Una de las mentes más brillantes de Suramérica, inventor del echarpe cardíaco y el biocorazón artificial, dos revoluciones en el campo de la medicina cardiovascular. Un legado para las futuras generaciones.

Alexander Triana Yanquén

    Dr. Chachques: “Un médico debe adaptarse a la realidad del lugar en el que atiende”

    El Dr. Juan Carlos Chachques es doctor en Medicina y Ciencias Biológicas, profesional de la Facultad de Medicina de Rosario.

    Este experto de la salud cardíaca, de nacionalidad argentina, radicado en París desde hace 40 años, realizó su residencia completa en el Hospital de Clínicas José de San Martín. Es el creador de la técnica “echarpe cardíaco” y principal impulsor del biocorazón artificial.

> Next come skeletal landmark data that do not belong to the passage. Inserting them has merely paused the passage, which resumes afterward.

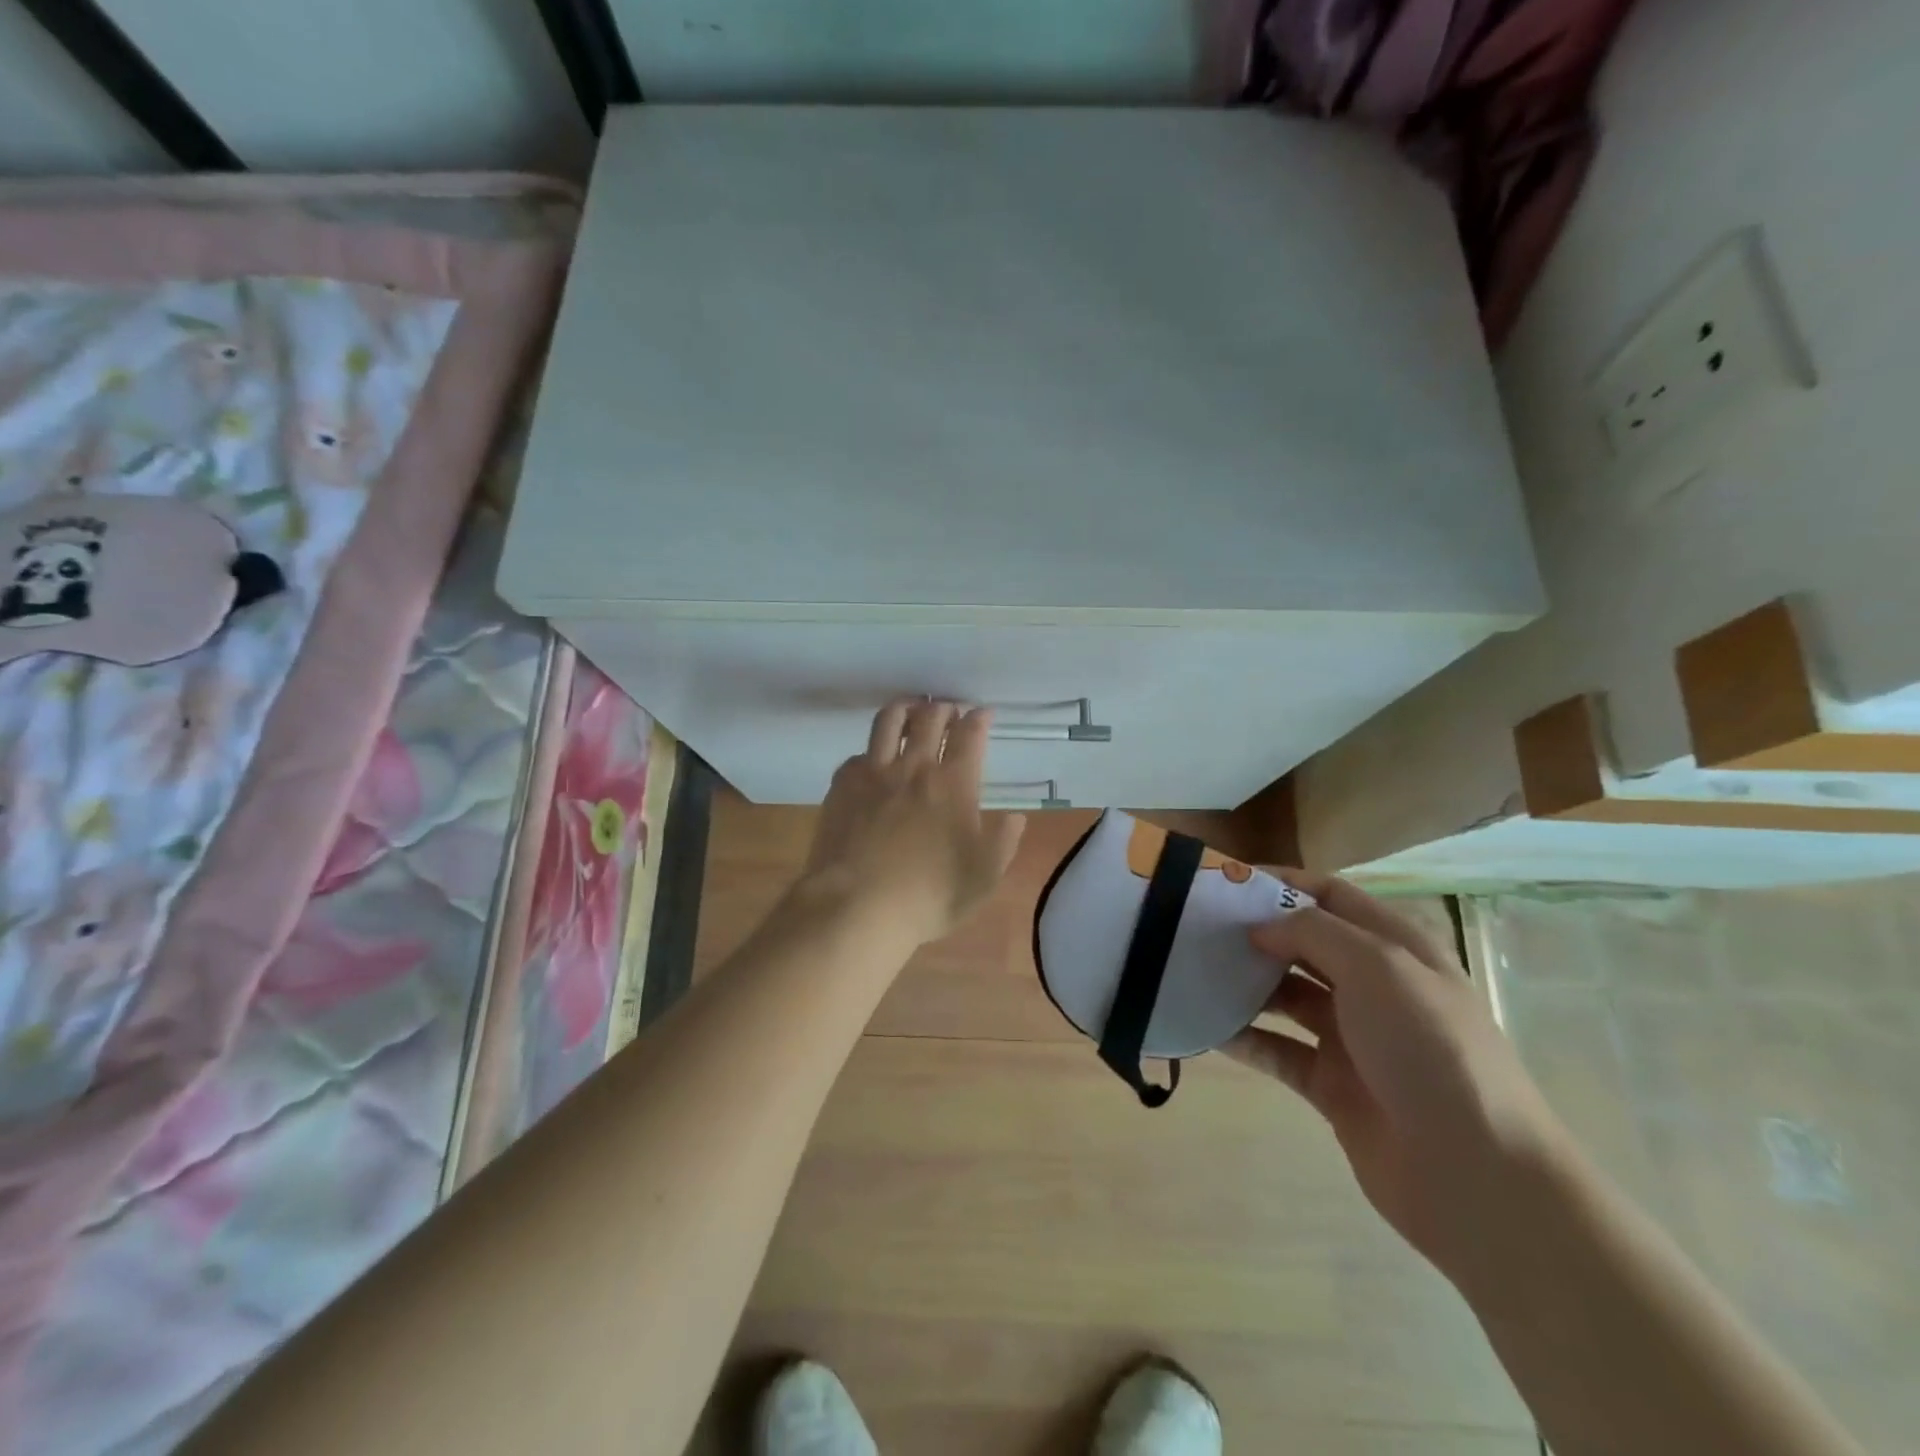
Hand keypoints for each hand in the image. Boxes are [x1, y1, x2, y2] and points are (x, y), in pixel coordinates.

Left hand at [790, 700, 1027, 951]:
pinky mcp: (842, 785)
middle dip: (944, 708)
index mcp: (954, 784)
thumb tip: (1014, 817)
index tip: (983, 713)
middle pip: (930, 718)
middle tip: (949, 712)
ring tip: (911, 710)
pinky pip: (857, 755)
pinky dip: (870, 752)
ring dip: (905, 709)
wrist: (858, 907)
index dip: (979, 718)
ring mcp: (874, 773)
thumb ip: (1002, 842)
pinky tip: (872, 762)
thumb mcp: (983, 877)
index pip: (970, 735)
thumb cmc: (930, 895)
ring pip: (888, 721)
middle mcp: (914, 767)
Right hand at [1224, 874, 1565, 1274]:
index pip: (1331, 897)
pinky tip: (1206, 1028)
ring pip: (1285, 997)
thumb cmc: (1429, 1048)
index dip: (1282, 883)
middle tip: (1197, 927)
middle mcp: (1374, 987)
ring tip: (1193, 972)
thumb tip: (1260, 928)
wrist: (1475, 1173)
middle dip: (1255, 933)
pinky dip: (1244, 1037)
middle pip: (1303, 945)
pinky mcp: (1331, 1085)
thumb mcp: (1377, 967)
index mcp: (1396, 948)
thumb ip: (1312, 932)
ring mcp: (1352, 1038)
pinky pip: (1277, 1050)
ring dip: (1244, 984)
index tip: (1227, 882)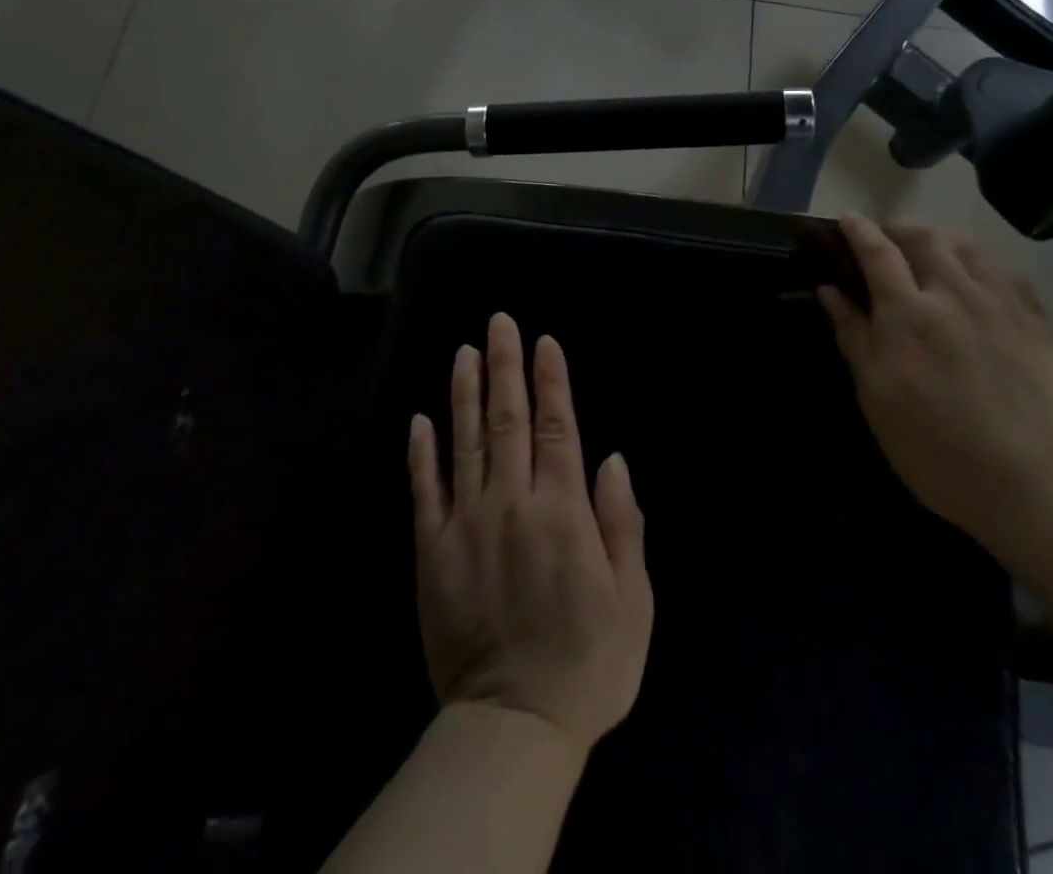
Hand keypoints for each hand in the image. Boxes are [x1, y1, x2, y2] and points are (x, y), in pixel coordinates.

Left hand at [408, 313, 652, 752]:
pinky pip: (424, 491)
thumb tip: (610, 458)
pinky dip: (422, 452)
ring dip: (465, 392)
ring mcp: (465, 524)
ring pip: (465, 441)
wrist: (514, 729)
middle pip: (508, 420)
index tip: (543, 342)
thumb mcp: (632, 601)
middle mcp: (511, 503)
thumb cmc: (587, 664)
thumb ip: (622, 523)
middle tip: (499, 323)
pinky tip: (421, 419)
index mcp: (562, 511)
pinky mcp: (432, 551)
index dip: (550, 381)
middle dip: (505, 366)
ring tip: (464, 351)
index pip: (556, 427)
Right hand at [817, 215, 1052, 555]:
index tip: (847, 219)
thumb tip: (830, 290)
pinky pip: (1009, 274)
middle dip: (900, 230)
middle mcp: (956, 296)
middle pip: (926, 239)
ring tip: (932, 254)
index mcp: (908, 314)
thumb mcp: (876, 399)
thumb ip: (854, 337)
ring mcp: (1004, 307)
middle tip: (888, 241)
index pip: (878, 253)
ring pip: (970, 249)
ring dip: (942, 241)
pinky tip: (979, 282)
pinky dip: (984, 266)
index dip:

    En 2019 obtuvo el título de Doctor Honoris Causa por la Universidad Nacional de Córdoba. Uno de los tantos reconocimientos que recibió a lo largo de su carrera, entre ellos el Orden Nacional de la Legión de Honor de Francia. En aquel momento dijo: “Investigar, practicar medicina de alta tecnología y asistir a las poblaciones más vulnerables del mundo”. 

    Buscó innovar, pero sin nunca desprenderse de la medicina humanitaria. Creó la famosa técnica del “echarpe cardíaco” y es uno de los principales impulsores del biocorazón artificial, también realizó múltiples misiones humanitarias en Asia, África y Haití. 

    Recientemente, el experto conversó con IntraMed sobre diferentes aspectos relevantes en el campo de la medicina cardiovascular. Aseguró que “el interés del paciente siempre debe primar sobre el interés de los que curan”.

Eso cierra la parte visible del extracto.